Pro Tag sieben Unfälle

Totalverluste werden zwar seltener, Schäden durch Schiffsbrände und Containerverluste nehmen aber zu.

Die Zahl der Unglücksfälle ist im Zehn-Jahre-Vergleich zwar um rund 50 Prozent zurückgegangen und die Totalschäden befinden sich auf einem historischen Tiefstand – dennoch steht die internationale Schifffahrt vor schwierigen Aufgaben: „Die anhaltende Besatzungskrise, zunehmende Probleme mit Großschiffen, wachsende Besorgnis über Verzögerungen und Unterbrechungen in der Lieferkette sowie die Einhaltung von Umweltauflagen stellen die Reeder vor große Herausforderungen im Risikomanagement“, erklärt Stefanie Thiem, Hauptbevollmächtigte der Allianz Global Corporate & Specialty (AGCS) in Österreich.

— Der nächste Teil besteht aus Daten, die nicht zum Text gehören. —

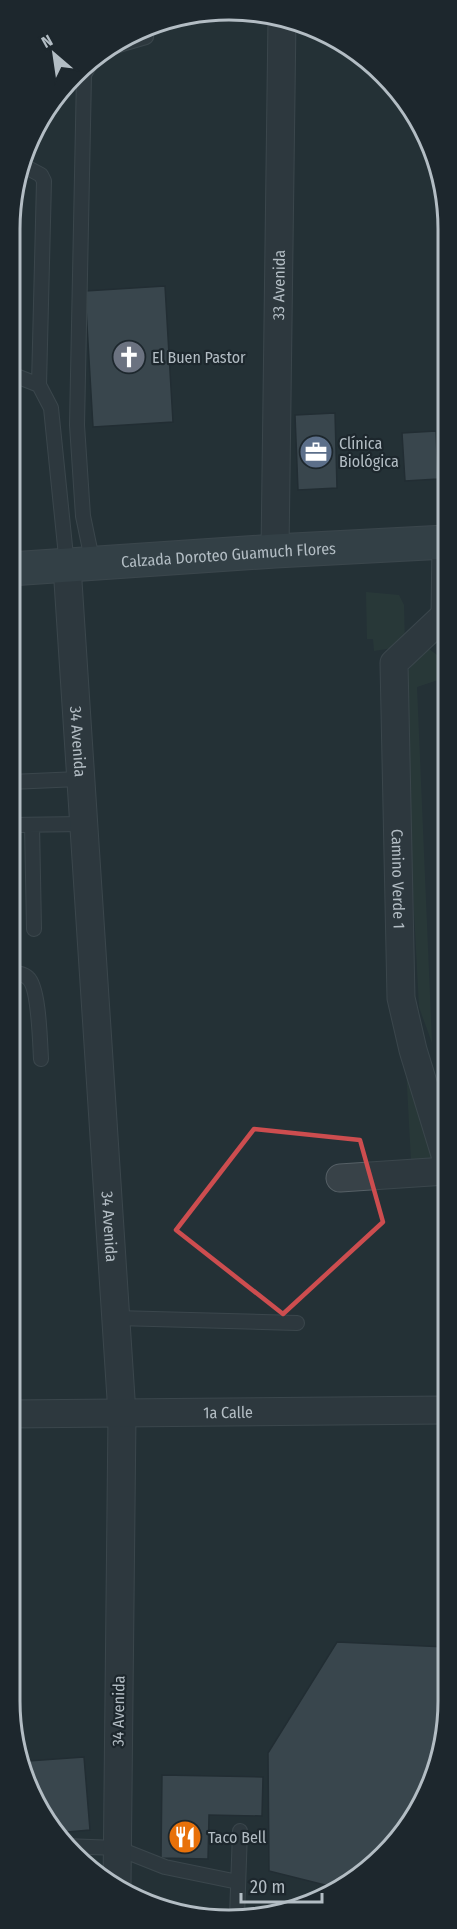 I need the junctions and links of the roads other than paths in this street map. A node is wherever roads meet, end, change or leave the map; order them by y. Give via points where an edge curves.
1 (282, 27) edge
2 (146, 38) dead end
3 (138, 40) edge
4 (84, 78) edge
5 (29, 167) edge
6 (20, 378) edge
7 (39, 385) junction
8 (438, 542) edge
9 (275, 551) junction
10 (80, 565) junction
11 (20, 568) edge
12 (438, 622) edge
13 (79, 779) junction
14 (20, 782) edge
15 (83, 824) junction
16 (20, 825) edge
17 (32, 825) junction
18 (34, 929) dead end
19 (20, 974) edge
20 (41, 1059) dead end
21 (438, 1131) edge
22 (438, 1172) edge
23 (340, 1178) dead end
24 (116, 1318) junction
25 (297, 1323) dead end
26 (438, 1410) edge
27 (20, 1414) edge
28 (122, 1414) junction
29 (240, 1831) dead end
30 (80, 1847) edge
31 (117, 1848) junction
32 (117, 1877) edge
33 (238, 1882) junction
34 (237, 1909) edge

1 - 9 street, 33 Avenida
2 - 3 lane
4 - 10 lane via 77,425 83,516
5 - 7 lane via 44,181
6 - 7 lane
7 - 10 lane via 51,408
8 - 9 main road, Calzada Doroteo Guamuch Flores
9 - 10 main road, Calzada Doroteo Guamuch Flores
10 - 11 main road, Calzada Doroteo Guamuch Flores
10 - 13 street, 34 Avenida
12 - 21 street, Camino Verde 1 via 394,663 401,998
13 - 14 lane
13 - 15 street, 34 Avenida
15 - 17 lane
15 - 24 street, 34 Avenida
16 - 17 lane
17 - 18 lane
19 - 20 lane via 29,978 35,988
22 - 23 street
24 - 25 lane
24 - 28 street, 34 Avenida
26 - 28 street, 1a Calle
27 - 28 street, 1a Calle
28 - 31 street, 34 Avenida
29 - 33 lane
30 - 31 lane
31 - 32 street, 34 Avenida
31 - 33 lane via 165,1867
33 - 34 lane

Laut einer aktuellen Studie der Allianz waren im Vorjahr weltweit 2703 Schiffe in einen Unfall verwickelt, 49 große Schiffe gingen verloren. Maschinenschäden waren demnach mit 40 Prozent die Hauptursache für Schiffsunfälle, aber auch Schäden durch Brände an Bord haben zuletzt deutlich zugenommen und ein Viertel aller Totalschäden verursacht. Der Verlust von Containern auf See schnellte ebenfalls in die Höhe, wodurch nicht nur Lieferketten unterbrochen wurden, sondern auch ein erhöhtes Verschmutzungs- und Navigationsrisiko entstand. Zudem boomte die Piraterie, insbesondere im Golf von Guinea: Bei 22 Vorfällen wurden 130 Besatzungsmitglieder entführt, so viele wie nie zuvor. Und schließlich wächst die Angst vor Cyberangriffen, von denen die vier größten Schifffahrtsunternehmen der Welt bereits alle betroffen waren (siehe dazu auch Seite F5). Mögliche künftige Attacken könnten kritische maritime Infrastruktur, etwa einen wichtigen Hafen oder eine Schifffahrtsroute, betreffen, warnen die Studienautoren.

Größere Schiffe – größere Risken

„Weil man den Treibstoff so effizient wie möglich zu nutzen versucht, werden Schiffe immer größer. Die durchschnittliche Kapazität von Containerschiffen hat sich in den letzten Jahren mehr als verdoppelt, während die Kapazität der Häfen durchwegs unverändert blieb“, berichtet Thiem. Dadurch vergrößerte sich die Unfallgefahr, ebenso wie Lieferverzögerungen kaum vermeidbar wurden. Im Juni 2021 gab es schätzungsweise eine Rekordzahl von 300 Frachtschiffen, die auf die Einfahrt in überfüllte Häfen warteten.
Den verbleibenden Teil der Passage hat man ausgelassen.